A Justiça da Paraíba determinou, nesta terça-feira (21), o relaxamento da prisão em flagrante de Carlos Roberto, preso pela Polícia Civil suspeito de furtar duas cadeiras de balanço de uma residência no bairro Liberdade, em Patos. A decisão foi proferida pelo juiz plantonista Thiago Coutinho de Oliveira, que entendeu não haver situação de flagrante prevista no artigo 302 do Código de Processo Penal (CPP).
A decisão refere-se à prisão efetuada pela Delegacia de Roubos e Furtos (DRF) de Patos na segunda-feira (20). Conforme divulgado anteriormente pelo Patos Online, o suspeito foi identificado por meio de imagens de câmeras de segurança após invadir uma residência em dois momentos distintos durante a madrugada e furtar duas cadeiras de balanço, avaliadas em cerca de R$ 150,00, cada.
Segundo a investigação, o primeiro furto ocorreu por volta das 3h58, quando o homem pulou o muro do imóvel, levou uma cadeira até a calçada e fugiu com o objeto. Cerca de uma hora depois, às 5h18, ele retornou ao local e repetiu a ação, levando a segunda cadeira.

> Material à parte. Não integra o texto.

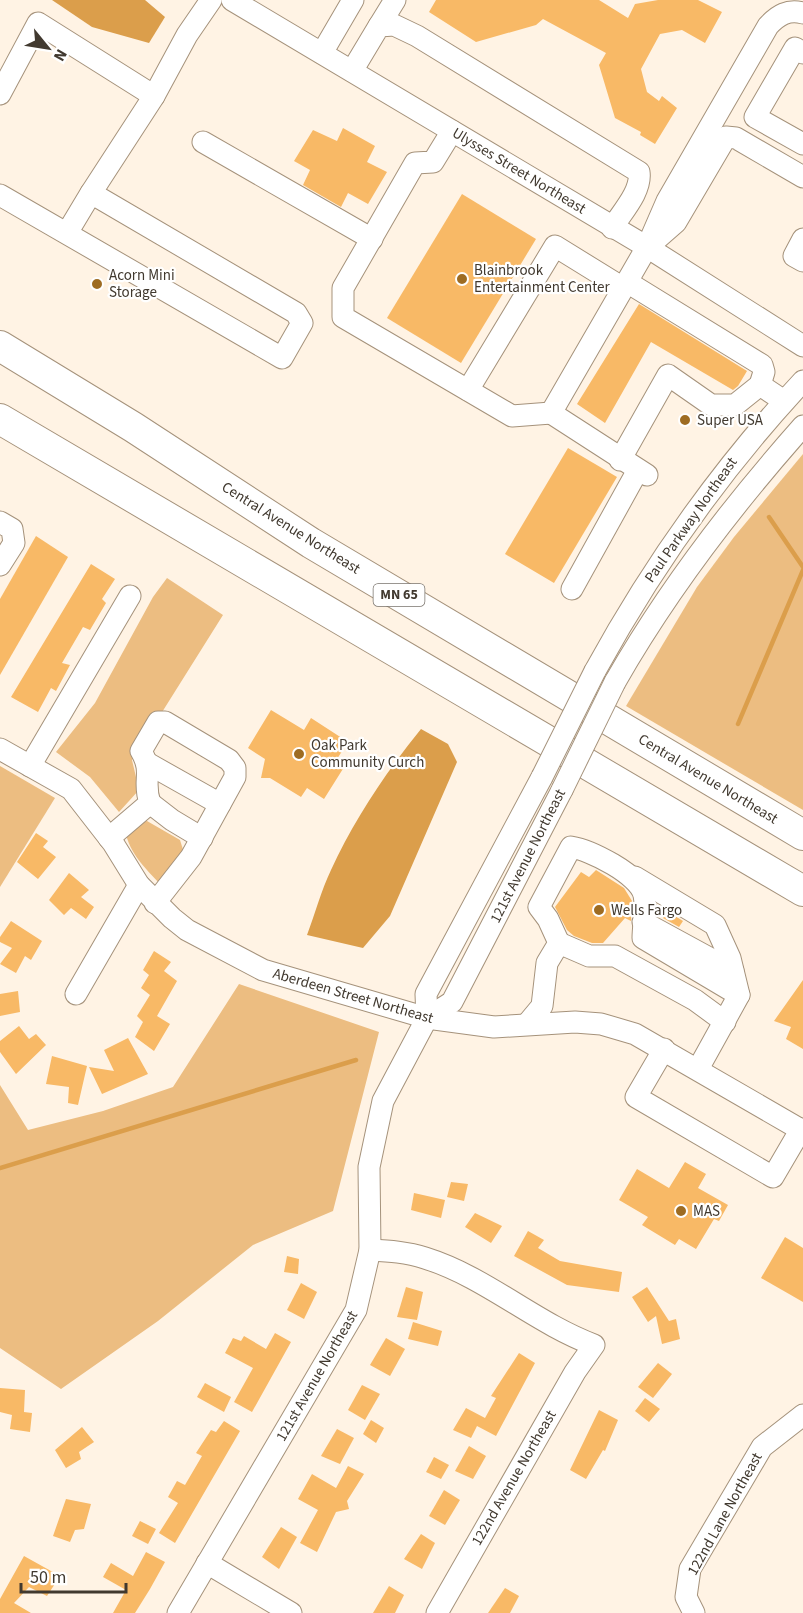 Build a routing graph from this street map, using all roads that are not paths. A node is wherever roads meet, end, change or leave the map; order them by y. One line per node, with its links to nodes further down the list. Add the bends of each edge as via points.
1 (212, 0): 11 (street, via 187,35)
2 (232, 0): 7 (street, Ulysses Street Northeast)
3 (353, 0): 7 (street)
4 (394, 0): 6 (street)
5 (803, 13): 22 (street, via 777,16 768,26 667,201)
6 (379, 26): 9 (street); 18 (street, via 404,28 639,172 636,189)
7 (322, 53): 9 (street, Ulysses Street Northeast)
8 (803, 53): 14 (street, via 795,48 755,117)
9 (352, 71): 12 (street, Ulysses Street Northeast)
10 (0, 94): 11 (street, via 38,23)
11 (154, 96): 16 (street)
12 (452, 131): 18 (street, Ulysses Street Northeast); 20 (street, via 433,162 415,163)
13 (203, 142): 20 (street)
14 (803, 144)
15 (803, 177): 22 (street, via 736,138 726,137 676,222)
16 (90, 193): 19 (street); 19 (street, via 296,313 302,324 282,358)
17 (0, 195): 19 (street)
18 (612, 228): 22 (street, Ulysses Street Northeast)
19 (67, 233)
20 (372, 239): 29 (street, via 343,288 343,317)
21 (803, 239): 23 (street, via 794,256)
22 (647, 247): 24 (street); 26 (street, Ulysses Street Northeast)
23 (803, 261)
24 (625, 285): 28 (street, via 762,365); 29 (street, via 555,246); 31 (street)
25 (0, 346): 46 (highway, Central Avenue Northeast / MN 65, via 311,543)
26 (803, 346)
27 (803, 381): 30 (street, Paul Parkway Northeast)
28 (760, 385): 30 (street); 34 (street, via 735,405 711,405 668,375)
29 (468, 390): 31 (street, via 512,416)
30 (784, 401): 39 (street, Paul Parkway Northeast, via 697,507 627,612)
31 (551, 413): 34 (street)
32 (0, 419): 51 (highway)
33 (803, 426): 40 (street, Paul Parkway Northeast, via 683,573)
34 (620, 460): 37 (street, via 643,472)
35 (0, 522): 36 (street, via 12,529 14,543)
36 (0, 565)
37 (572, 589)
38 (130, 596): 43 (street)
39 (596, 671): 57 (street, 121st Avenue Northeast, bridge, via 426,994)
40 (615, 682): 57 (street, 121st Avenue Northeast, bridge, via 452,1002)
41 (0, 749): 43 (street, Aberdeen Street Northeast)
42 (149, 764): 44 (street, via 146,792); 45 (street); 45 (street, via 141,751 158,722 165,722 229,760 235,768)
43 (30, 766): 47 (street, Aberdeen Street Northeast, via 71,789)
44 (150, 803): 47 (street); 48 (street)
45 (220, 804): 48 (street)
46 (803, 835)
47 (110, 838): 50 (street, Aberdeen Street Northeast)
48 (202, 838): 52 (street)
49 (629, 874): 53 (street); 54 (street, via 586,849 571,847 539,907); 55 (street, via 715,925)
50 (139, 885): 52 (street, Aberdeen Street Northeast); 56 (street)
51 (803, 891)
52 (155, 903): 57 (street, Aberdeen Street Northeast, via 187,930 263,970)
53 (643, 914): 55 (street); 55 (street, via 643,938)
54 (559, 943): 58 (street, via 588,957 615,956 695,1000); 59 (street, via 547,963 542,1006)
55 (731, 968): 58 (street)
56 (76, 994)
57 (427, 1018): 59 (street, Aberdeen Street Northeast, via 494,1027); 63 (street, 121st Avenue Northeast, via 383,1101 376,1126 369,1167)
58 (725, 1022): 61 (street)
59 (527, 1024): 60 (street, Aberdeen Street Northeast, via 601,1024)
60 (664, 1049): 61 (street, Aberdeen Street Northeast); 62 (street, via 636,1097 774,1177)
61 (698, 1069): 62 (street, Aberdeen Street Northeast)
62 (802, 1130)
63 (370, 1250): 65 (street, 121st Avenue Northeast, via 359,1302 343,1335); 69 (street, 122nd Avenue Northeast, via 401,1252 445,1265 564,1334 594,1345)
64 (801, 1420): 66 (street, 122nd Lane Northeast, via 767,1442 752,1461 690,1569)
65 (207, 1563): 67 (street, 121st Avenue Northeast); 68 (street)
66 (690, 1605)
67 (178, 1613)
68 (291, 1613)
69 (437, 1613)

Após analisar as imagens, policiais civis conseguiram identificar o suspeito, que possui diversas passagens por furtos. Ele foi localizado por volta das 11h da segunda-feira, usando roupas semelhantes às registradas nas gravações, e conduzido à delegacia. Durante o interrogatório, confessou o crime e informou que já havia vendido as cadeiras a um terceiro, cuja identidade não soube informar.

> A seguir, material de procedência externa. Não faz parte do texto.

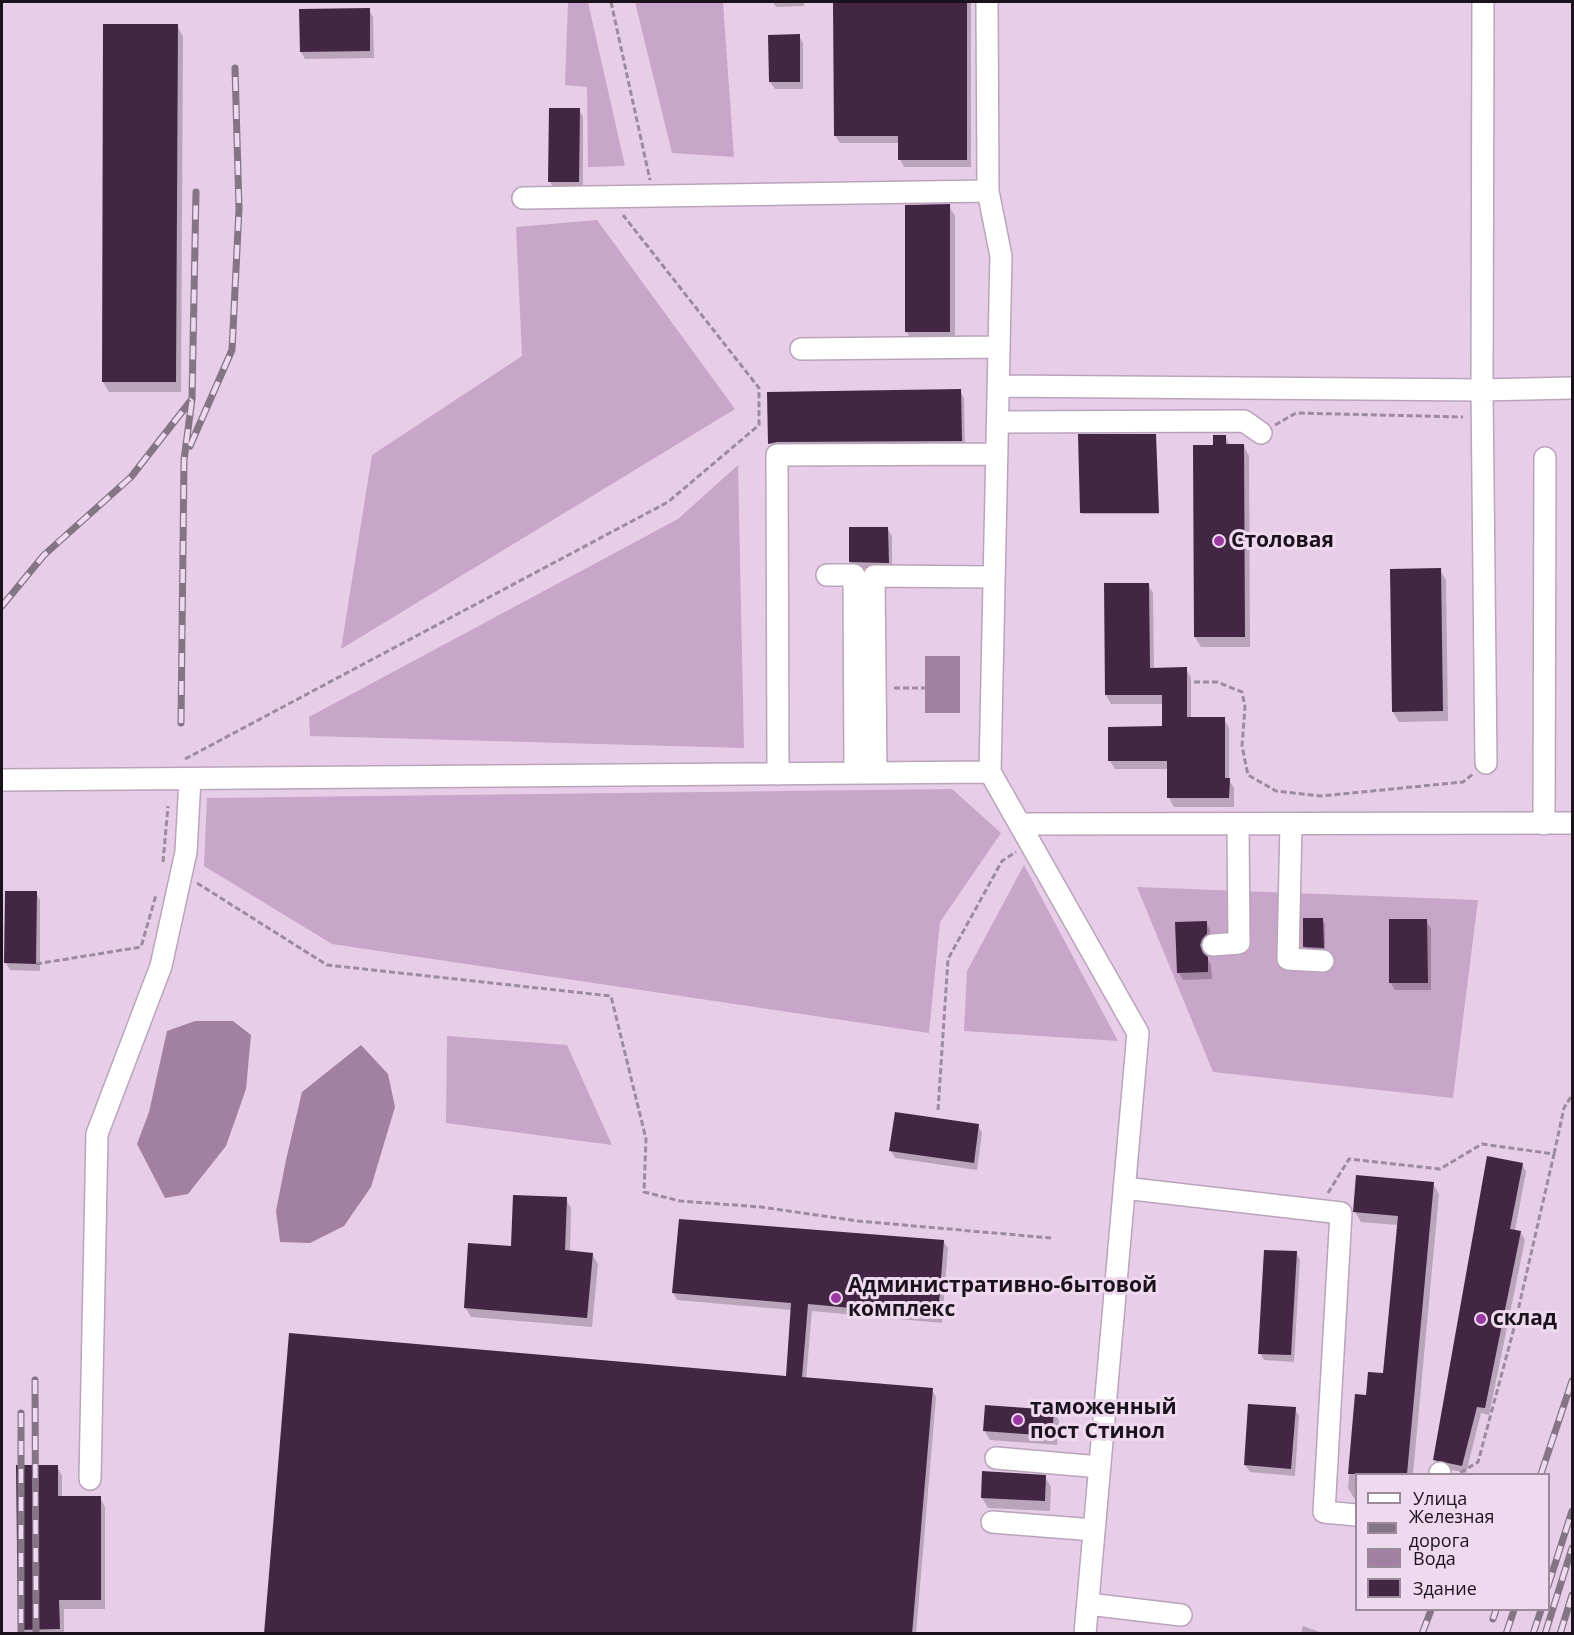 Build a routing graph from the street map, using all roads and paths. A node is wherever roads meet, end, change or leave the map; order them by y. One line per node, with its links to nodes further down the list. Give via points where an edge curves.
1 (610, 2): 5 (path)
2 (987, 2): 4 (street)
3 (1483, 2): 12 (street)
4 (988, 191): 5 (street); 8 (street, via 1001,256)
5 (654, 196): 6 (street)
6 (609, 197): 7 (street); 24 (path, via 759,388 759,425 668,502)
7 (523, 198)
8 (999, 347): 9 (street); 10 (street)
9 (801, 349)
10 (998, 386): 12 (street); 14 (street)
11 (1572, 388): 12 (street)
12 (1482, 390): 23 (street)
13 (1465, 417): 15 (path, via 1296,413)
14 (998, 422): 15 (street, via 1244,421); 16 (street)
15 (1260, 433)
16 (997, 454): 19 (street); 27 (street, via 777,455)
17 (1545, 458): 32 (street)
18 (827, 575): 26 (street, via 854,575)
19 (994, 577): 21 (street, via 874,576); 25 (street)
20 (1194, 682): 23 (path, via 1217,682 1242,692 1242,746 1248,775 1276,791 1321,796 1463,782)
21 (875, 688): 22 (path); 26 (street)
22 (925, 688)
23 (1486, 763)
24 (185, 770): 27 (street); 28 (street); 37 (street, via 186,852)
25 (990, 772): 26 (street); 31 (street)
26 (865, 773): 27 (street)
27 (778, 774)
28 (2, 780)
29 (169, 804): 36 (path)
30 (1572, 823): 32 (street)
31 (1020, 824): 33 (street); 35 (street)
32 (1544, 824): 34 (street)
33 (1238, 825): 34 (street); 39 (street, via 1239,943)
34 (1291, 825): 40 (street, via 1288,959)
35 (1030, 844): 43 (path, via 1002,861 948,959); 45 (street, via 1138,1033)
36 (163, 863)
37 (182, 873): 47 (path, via 327,965 611,996 646,1139 644,1192 680,1200 858,1221); 51 (street, via 161,966 97,1134)
38 (159, 885): 41 (path, via 141,948)
39 (1213, 945)
40 (1323, 961)
41 (36, 964)
42 (1572, 1095): 44 (path, via 1564,1108)
43 (938, 1110)
44 (1554, 1154): 46 (path, via 1482,1144 1440,1169 1349,1159); 50 (path, via 1478,1462)
45 (1124, 1188): 46 (street); 49 (street)
46 (1318, 1210): 52 (street, via 1341,1213 1324,1512)
47 (1051, 1238)
48 (996, 1458): 49 (street)
49 (1100, 1467): 54 (street)
50 (1449, 1473)
51 (90, 1479)
52 (1355, 1515)
53 (992, 1522): 54 (street)
54 (1094, 1530): 55 (street)
55 (1088, 1604): 56 (street); 57 (street)
56 (1181, 1615)
57 (1085, 1634)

Apesar da confissão, o magistrado entendeu que a prisão não preenchia os requisitos legais para a configuração do flagrante.

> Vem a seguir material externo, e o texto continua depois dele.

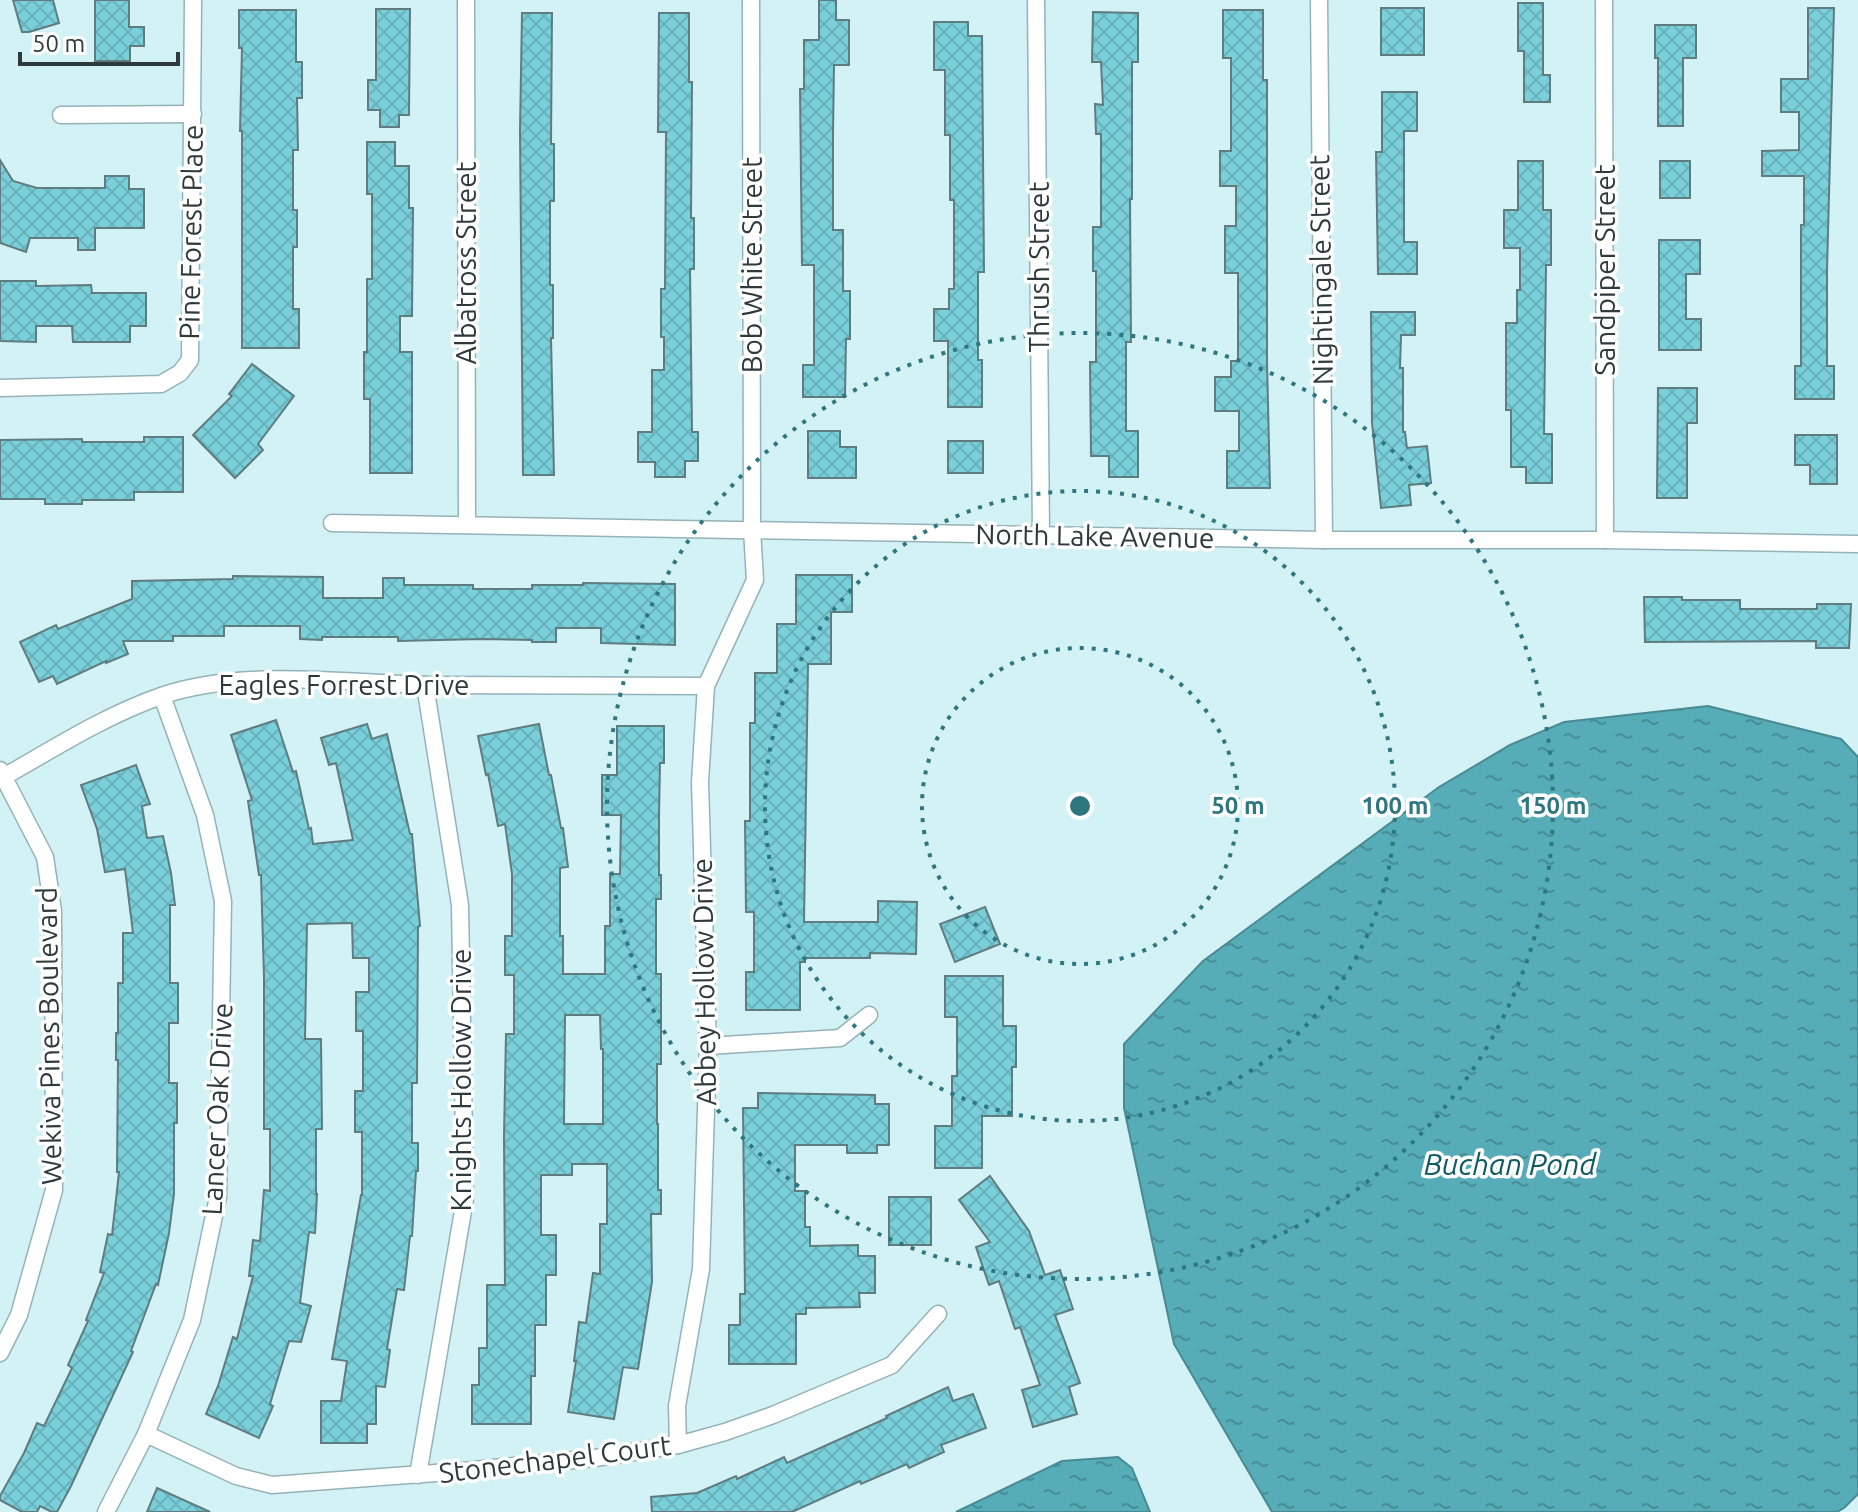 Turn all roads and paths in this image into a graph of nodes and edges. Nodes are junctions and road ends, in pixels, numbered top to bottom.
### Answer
1 (193, 0) edge
2 (466, 0) edge
3 (751, 0) edge
4 (1036, 0) edge
5 (1319, 0) edge
6 (1604, 0) edge
7 (193, 114) junction
8 (61, 115) dead end
9 (0, 388) edge
10 (332, 523) dead end
11 (467, 525) junction
12 (752, 529) junction
13 (1041, 535) junction
14 (1324, 540) junction
15 (1605, 540) junction
16 (1858, 544) edge
17 (425, 685) junction
18 (706, 686) junction
19 (162, 696) junction
20 (1, 775) edge
21 (869, 1015) dead end
22 (708, 1046) junction
23 (938, 1314) dead end
24 (0, 1353) edge
25 (146, 1434) junction
26 (678, 1445) junction
27 (418, 1475) junction
28 (106, 1512) edge

1 - 7 street, Pine Forest Place
2 - 11 street, Albatross Street
3 - 12 street, Bob White Street
4 - 13 street, Thrush Street
5 - 14 street, Nightingale Street
6 - 15 street, Sandpiper Street
7 - 8 street
7 - 9 street, Pine Forest Place
10 - 11 street, North Lake Avenue
11 - 12 street, North Lake Avenue
12 - 13 street, North Lake Avenue
12 - 18 street, Abbey Hollow Drive
13 - 14 street, North Lake Avenue
14 - 15 street, North Lake Avenue
15 - 16 street, North Lake Avenue
17 - 18 street, Eagles Forrest Drive
17 - 19 street, Eagles Forrest Drive
17 - 27 street, Knights Hollow Drive
18 - 22 street, Abbey Hollow Drive
19 - 20 street, Eagles Forrest Drive
19 - 25 street, Lancer Oak Drive
20 - 24 street, Wekiva Pines Boulevard
21 - 22 street
22 - 26 street, Abbey Hollow Drive
23 - 26 street, Stonechapel Court
25 - 27 street, Stonechapel Court
25 - 28 street, Lancer Oak Drive
26 - 27 street, Stonechapel Court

Na decisão, à qual o Patos Online teve acesso, o juiz destacou que o investigado não foi surpreendido durante a prática do crime, não houve perseguição ininterrupta após o furto e ele também não foi encontrado na posse dos objetos subtraídos, já que afirmou tê-los revendido antes da abordagem policial.
"Diante da ausência de qualquer das hipóteses previstas no artigo 302 do Código de Processo Penal, impõe-se o relaxamento da prisão em flagrante", fundamentou o magistrado.
Outro ponto destacado na decisão foi que a audiência de custódia não chegou a ser realizada porque o preso não foi apresentado pela autoridade policial, situação que, segundo o juiz, não poderia agravar a condição jurídica do investigado.
Com isso, o magistrado determinou a imediata soltura de Carlos Roberto, salvo se ele estivesse preso por outro motivo, além de comunicar a decisão à autoridade policial, à unidade prisional, ao Ministério Público e à Defensoria Pública.
Apesar do relaxamento da prisão, a decisão não encerra o caso. Conforme determinado pelo juiz, as investigações sobre o furto das cadeiras deverão prosseguir pelas vias ordinárias, podendo resultar no oferecimento de denúncia pelo Ministério Público caso sejam reunidos elementos suficientes para a responsabilização criminal do investigado.